I noticed AbstractEnvironment has a reference to one of its parent interface ConfigurablePropertyResolver (inherited through ConfigurableEnvironment)

It also has a propertyResolver which is of type ConfigurablePropertyResolver.

This seems to enable delegating common interface methods to another PropertyResolver method. Attested, for example, in the following method, where the method getProperty, common to both AbstractEnvironment and ConfigurablePropertyResolver, is delegated to propertyResolver: =Java public String getProperty(String key) { return this.propertyResolver.getProperty(key); } (This seems to be an example of the Proxy Pattern, but that is beside the point.) I noticed the delegation only happens to methods defined in the PropertyResolver and ConfigurablePropertyResolver interfaces, which makes sense because only resolver-related methods should be decoupled into propertyResolver and delegated. However, propertyResolver having the type ConfigurablePropertyResolver means anything of type ConfigurableEnvironment can be assigned to it too and that any method defined in ConfigurableEnvironment is also common to both AbstractEnvironment and ConfigurablePropertyResolver.

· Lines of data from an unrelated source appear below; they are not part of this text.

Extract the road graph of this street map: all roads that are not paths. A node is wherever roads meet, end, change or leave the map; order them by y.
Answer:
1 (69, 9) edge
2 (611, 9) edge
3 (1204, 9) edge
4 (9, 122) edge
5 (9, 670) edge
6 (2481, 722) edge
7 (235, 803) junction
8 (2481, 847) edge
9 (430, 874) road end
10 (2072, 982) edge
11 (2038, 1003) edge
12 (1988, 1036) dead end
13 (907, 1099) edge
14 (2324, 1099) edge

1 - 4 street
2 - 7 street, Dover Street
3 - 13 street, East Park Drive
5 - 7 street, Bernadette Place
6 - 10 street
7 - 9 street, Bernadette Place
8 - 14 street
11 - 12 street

I wonder whether it's the original authors' intention for ConfigurableEnvironment methods to be accessible, or even to be delegated to, through propertyResolver? I am asking that because I cannot find any instance of that in the code base. If that's not an intended purpose, is it perhaps better to set propertyResolver to be of another type extended from ConfigurablePropertyResolver as a Marker Interface?

Here is the class diagrams to illustrate the change:

Spring AbstractEnvironment is Capable of Recursive Reference : Is it Intended?

Comment From: snicoll

I wonder whether it's the original authors' intention for ConfigurableEnvironment methods to be accessible, or even to be delegated to, through propertyResolver?

Yes. ConfigurableEnvironment (or Environment rather) is a special object type, at the same level as the ApplicationContext or the BeanFactory and being to configure things like placeholder settings must be accessible. Implementing the interface makes sure that we are consistent with the underlying feature and we don't duplicate contracts.